§ How to complete this task
Where the word "dead" appears in a line below, copy the whole line.

§ Data for review
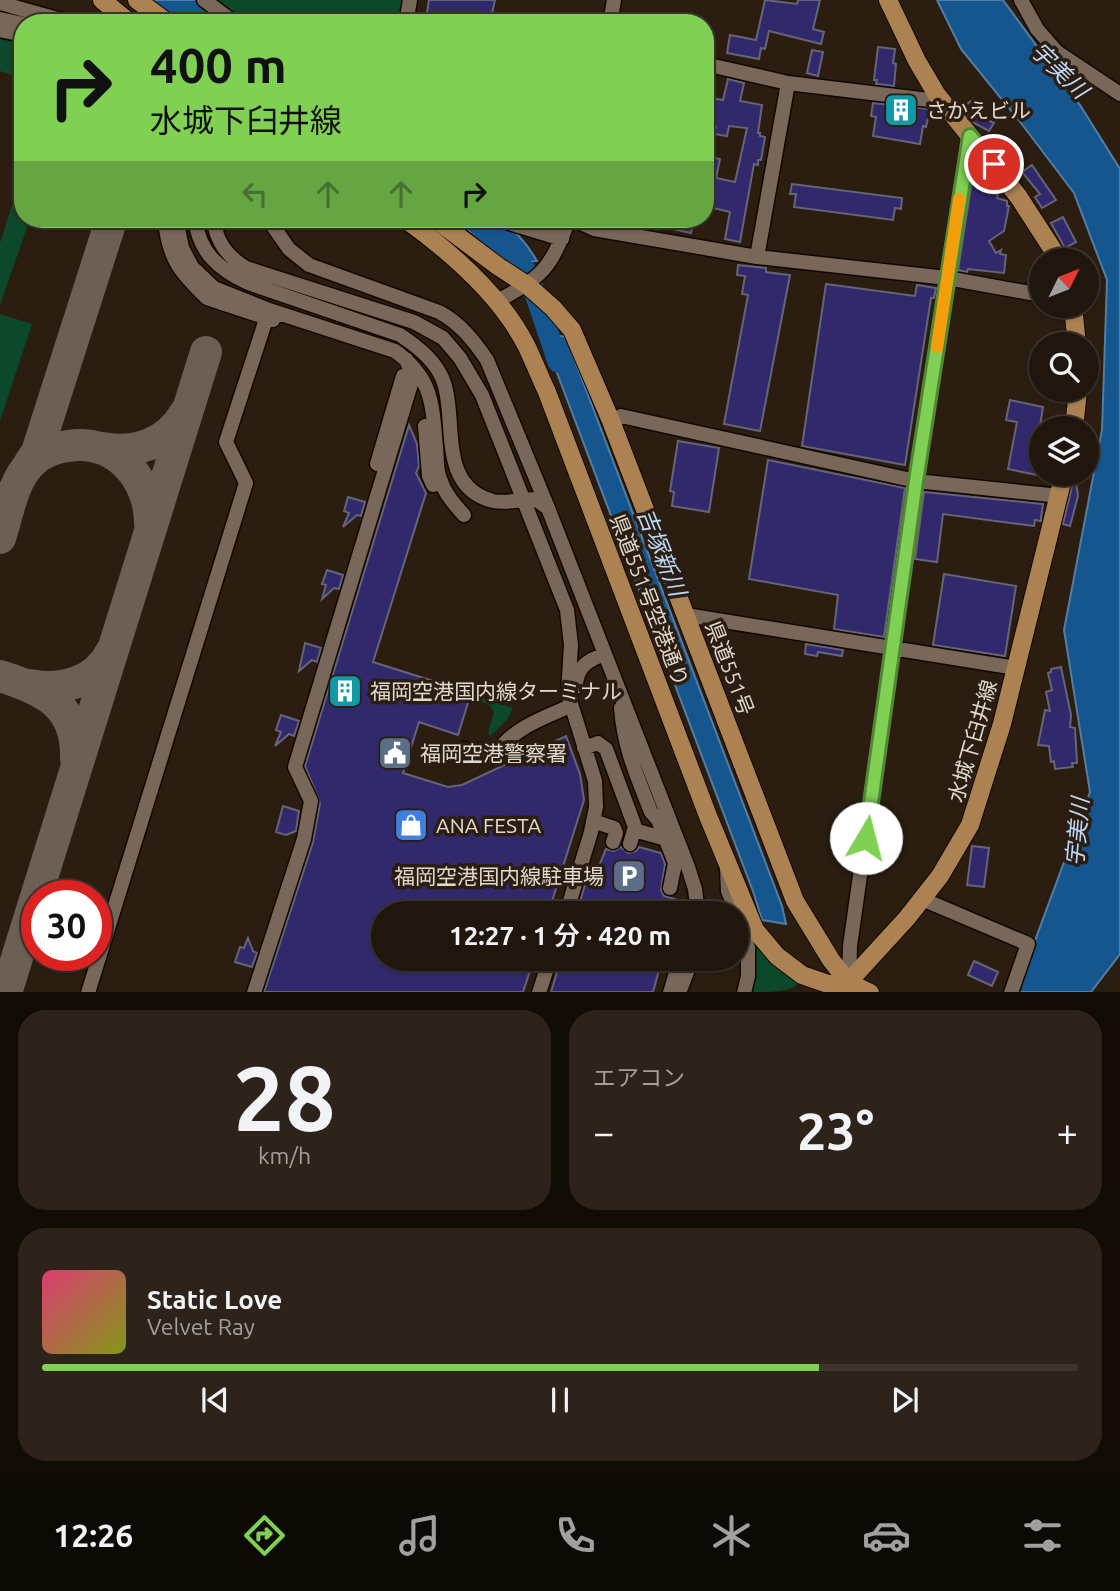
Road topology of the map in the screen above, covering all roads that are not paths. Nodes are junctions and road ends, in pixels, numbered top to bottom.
1 (102, 0) edge
2 (137, 0) edge
3 (204, 0) edge
4 (888, 0) edge
5 (1021, 0) edge
6 (0, 3) edge
7 (40, 14) edge
8 (119, 14) edge
9 (156, 14) edge
10 (223, 14) edge
11 (714, 66) edge
12 (788, 83) junction
13 (1120, 94) edge
14 (937, 95) junction
15 (970, 136) junction
16 (167, 228) edge
17 (178, 228) edge
18 (196, 228) edge
19 (216, 228) edge
20 (274, 228) edge
21 (417, 228) edge
22 (447, 228) edge
23 (526, 228) edge
24 (567, 228) edge
25 (592, 228) edge
26 (562, 239) junction
27 (1053, 248) edge
28 (757, 257) junction
29 (947, 278) junction
30 (521, 288) junction
31 (1029, 293) edge
32 (496, 302) junction
33 (271, 315) junction
34 (405, 359) junction
35 (407, 380) junction
36 (611, 421) junction
37 (916, 481) junction
38 (1062, 486) edge
39 (1060, 496) junction
40 (522, 499) junction
41 (548, 508) junction
42 (447, 510) dead end
43 (464, 515) dead end
44 (686, 615) junction
45 (893, 649) junction
46 (605, 654) junction
47 (1016, 668) junction
48 (620, 693) junction
49 (570, 706) junction
50 (579, 730) junction
51 (584, 748) junction
52 (463, 749) dead end
53 (593, 821) junction
54 (666, 839) junction
55 (613, 842) dead end
56 (727, 865) junction
57 (669, 883) dead end
58 (922, 899) junction
59 (570, 901) edge
60 (697, 901) edge
61 (546, 971) edge
62 (677, 971) edge
63 (687, 971) edge
64 (844, 988) edge
65 (88, 992) edge
66 (97, 992) edge
67 (246, 992) edge
68 (254, 992) edge
69 (539, 992) edge
70 (670, 992) edge
71 (679, 992) edge
72 (744, 992) edge
73 (831, 992) edge
74 (870, 992) edge
75 (1011, 992) edge

1 - 8 main road
2 - 9 main road
3 - 10 street
4 - 14 main road
5 - 13 street
6 - 7 street
11 - 12 street
12 - 14 street
12 - 28 street
14 - 15 main road
15 - 27 main road
15 - 29 street
16 - 33 street
17 - 33 street
18 - 40 street
19 - 40 street
20 - 41 street
21 - 32 main road, 県道551号空港通り
22 - 30 main road, 県道551号
23 - 26 street
24 - 26 street
25 - 28 street
26 - 30 street
28 - 29 street
29 - 31 street
29 - 37 street
30 - 32 street
30 - 36 main road, 県道551号
32 - 56 main road, 県道551号空港通り
33 - 34 street
33 - 35 street
33 - 65 street
33 - 66 street
34 - 35 street
34 - 43 street
35 - 42 street
35 - 67 street
35 - 68 street
36 - 37 street
36 - 44 main road, 県道551号
37 - 39 street
37 - 45 street
38 - 39 main road, 水城下臼井線
39 - 47 main road, 水城下臼井線
40 - 41 street
40 - 49 street
41 - 46 street
44 - 45 street
44 - 64 main road, 県道551号
45 - 47 street
45 - 64 street
46 - 48 street
46 - 50 street
47 - 58 main road, 水城下臼井線
48 - 54 street
48 - 60 street
49 - 50 street
49 - 52 street
50 - 51 street
51 - 53 street
51 - 54 street
53 - 55 street
53 - 59 street
54 - 57 street
56 - 64 main road, 県道551号空港通り
56 - 72 street
58 - 64 main road, 水城下臼井線
58 - 75 street
61 - 69 street
62 - 70 street
63 - 71 street
64 - 73 main road, 水城下臼井線
64 - 74 main road

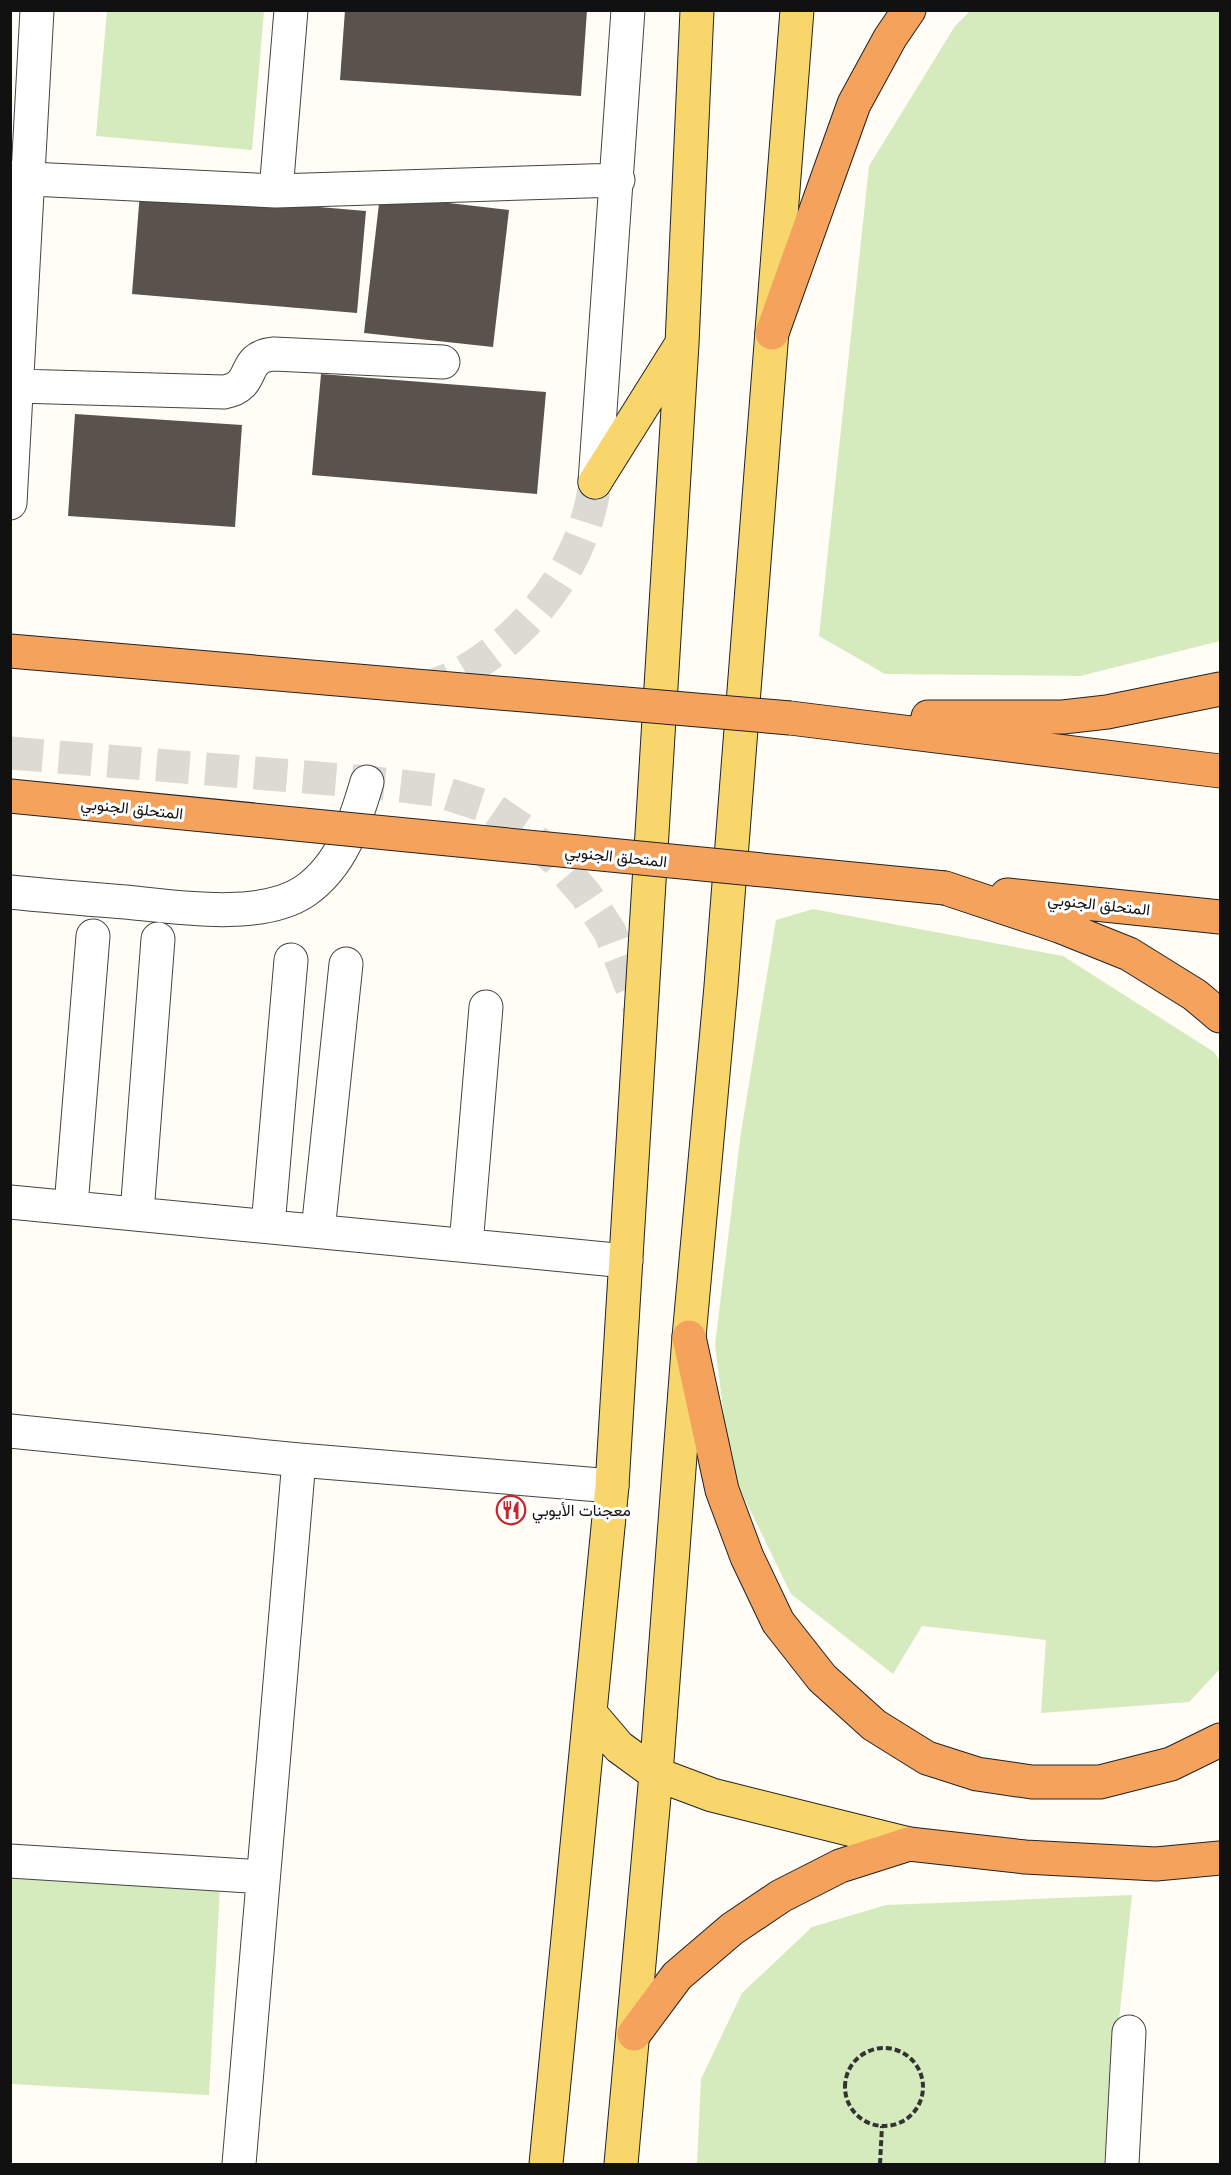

§ Completed task
42 (447, 510) dead end
43 (464, 515) dead end
52 (463, 749) dead end
55 (613, 842) dead end
57 (669, 883) dead end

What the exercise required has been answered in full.